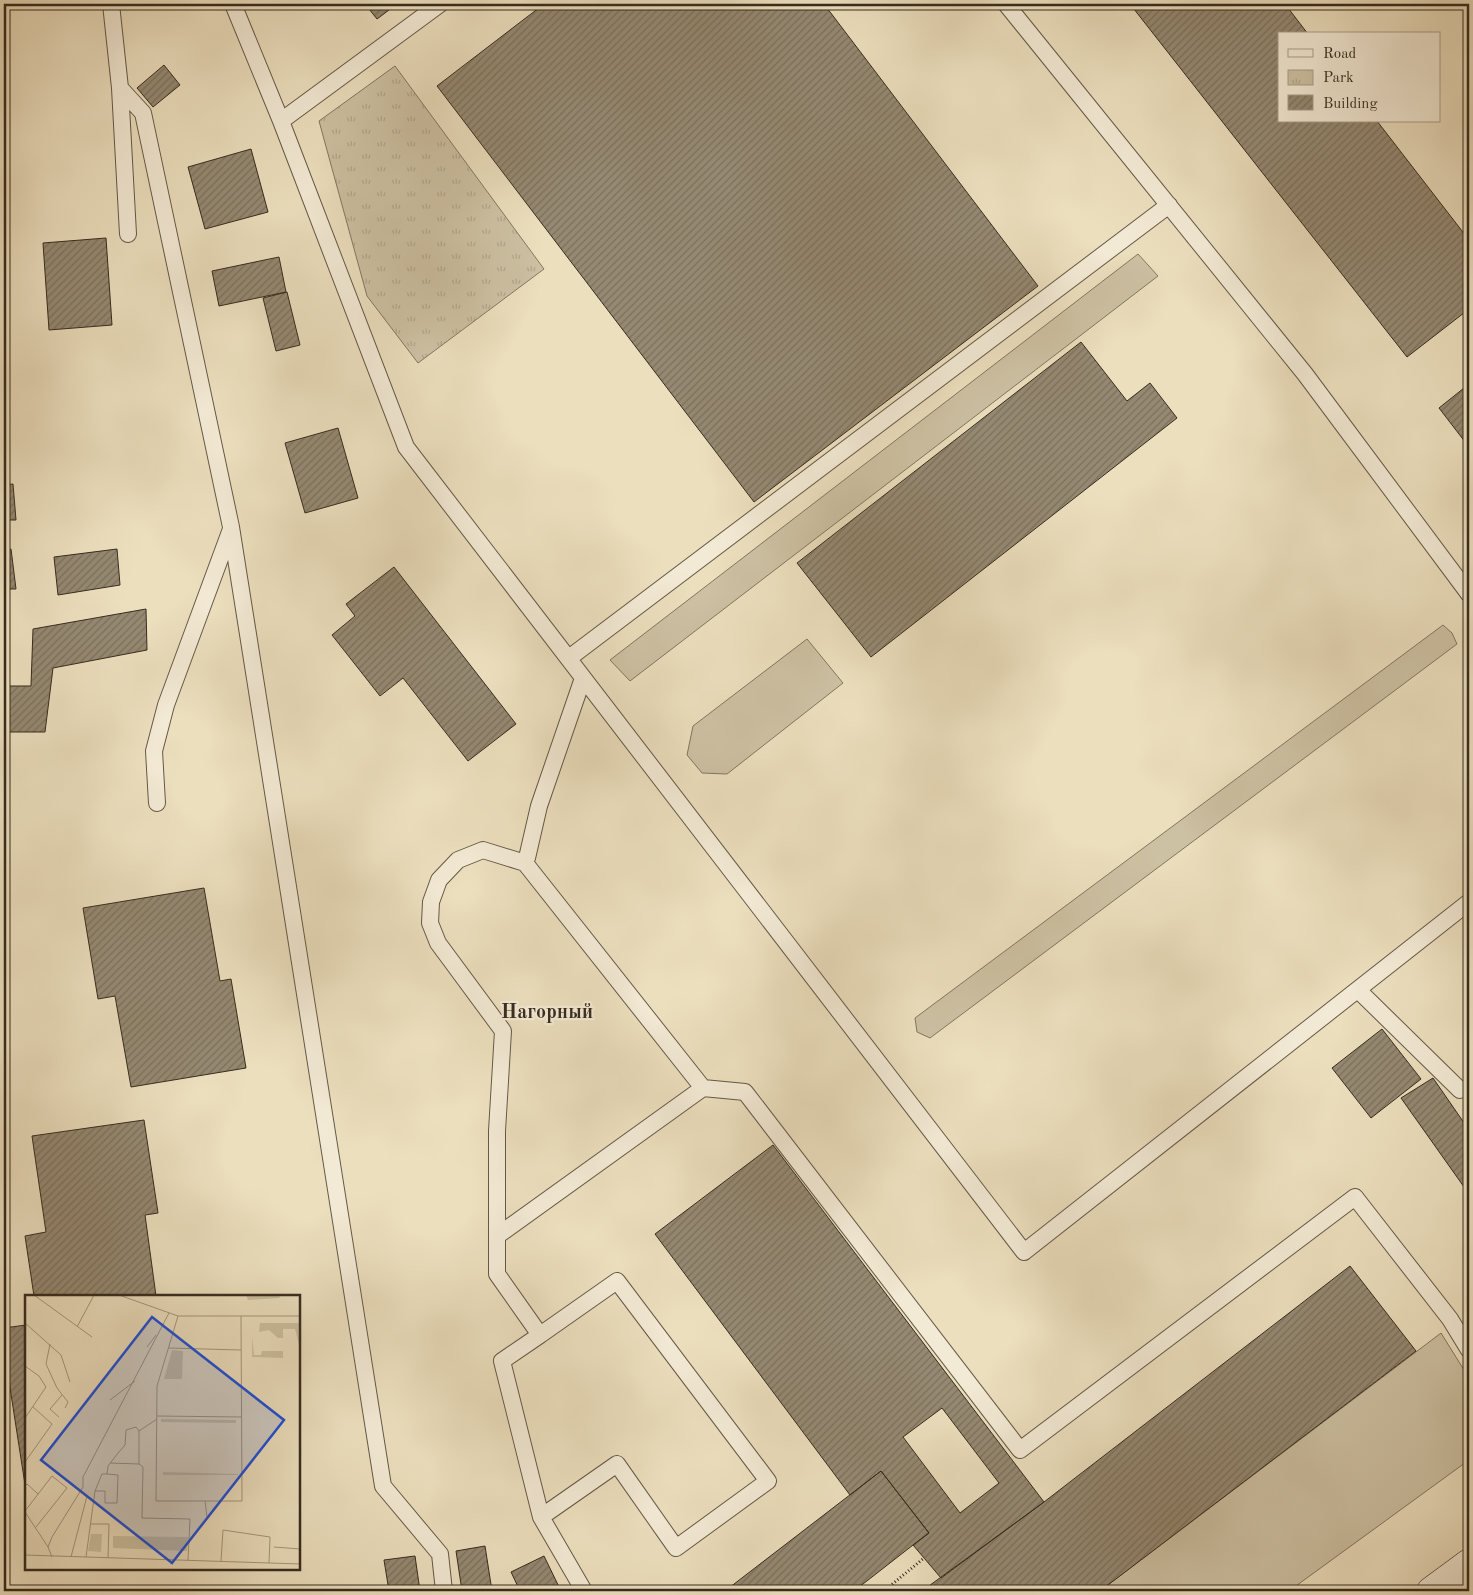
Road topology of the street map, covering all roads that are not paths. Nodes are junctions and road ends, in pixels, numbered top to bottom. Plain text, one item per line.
1 (111, 4) edge
2 (233, 4) edge
3 (440, 4) edge
4 (1006, 4) edge
5 (120, 88) junction
6 (281, 120) junction
7 (1169, 205) junction
8 (128, 234) dead end
9 (231, 527) junction
10 (1469, 594) edge
11 (569, 658) junction
12 (583, 678) junction
13 (157, 803) dead end
14 (527, 858) dead end
15 (1469, 902) edge
16 (1358, 990) junction
17 (703, 1088) junction
18 (1460, 1090) dead end
19 (497, 1236) junction
20 (540, 1335) junction
21 (1469, 1350) edge
22 (541, 1517) junction
23 (1469, 1563) edge
24 (444, 1591) edge
25 (584, 1591) edge
26 (1432, 1591) edge

1 - 5 lane
2 - 6 lane
3 - 6 lane
4 - 7 lane
5 - 8 lane
5 - 9 lane
6 - 11 lane
7 - 10 lane
7 - 11 lane
9 - 13 lane
9 - 24 lane
11 - 12 lane
12 - 14 lane
12 - 16 lane
15 - 16 lane
16 - 18 lane
17 - 19 lane
17 - 19 lane
17 - 21 lane
19 - 20 lane
20 - 22 lane
20 - 22 lane
22 - 25 lane
23 - 26 street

===============

Required action:
Leave out the pictures and output the rest of the material exactly as written.

Written reply:
Road topology of the street map, covering all roads that are not paths. Nodes are junctions and road ends, in pixels, numbered top to bottom. Plain text, one item per line.
1 (111, 4) edge
2 (233, 4) edge
3 (440, 4) edge
4 (1006, 4) edge
5 (120, 88) junction
6 (281, 120) junction
7 (1169, 205) junction
8 (128, 234) dead end
9 (231, 527) junction
10 (1469, 594) edge
11 (569, 658) junction
12 (583, 678) junction
13 (157, 803) dead end
14 (527, 858) dead end
15 (1469, 902) edge
16 (1358, 990) junction
17 (703, 1088) junction
18 (1460, 1090) dead end
19 (497, 1236) junction
20 (540, 1335) junction
21 (1469, 1350) edge
22 (541, 1517) junction
23 (1469, 1563) edge
24 (444, 1591) edge
25 (584, 1591) edge
26 (1432, 1591) edge

1 - 5 lane
2 - 6 lane
3 - 6 lane
4 - 7 lane
5 - 8 lane
5 - 9 lane
6 - 11 lane
7 - 10 lane
7 - 11 lane
9 - 13 lane
9 - 24 lane
11 - 12 lane
12 - 14 lane
12 - 16 lane
15 - 16 lane
16 - 18 lane
17 - 19 lane
17 - 19 lane
17 - 21 lane
19 - 20 lane
20 - 22 lane
20 - 22 lane
22 - 25 lane
23 - 26 street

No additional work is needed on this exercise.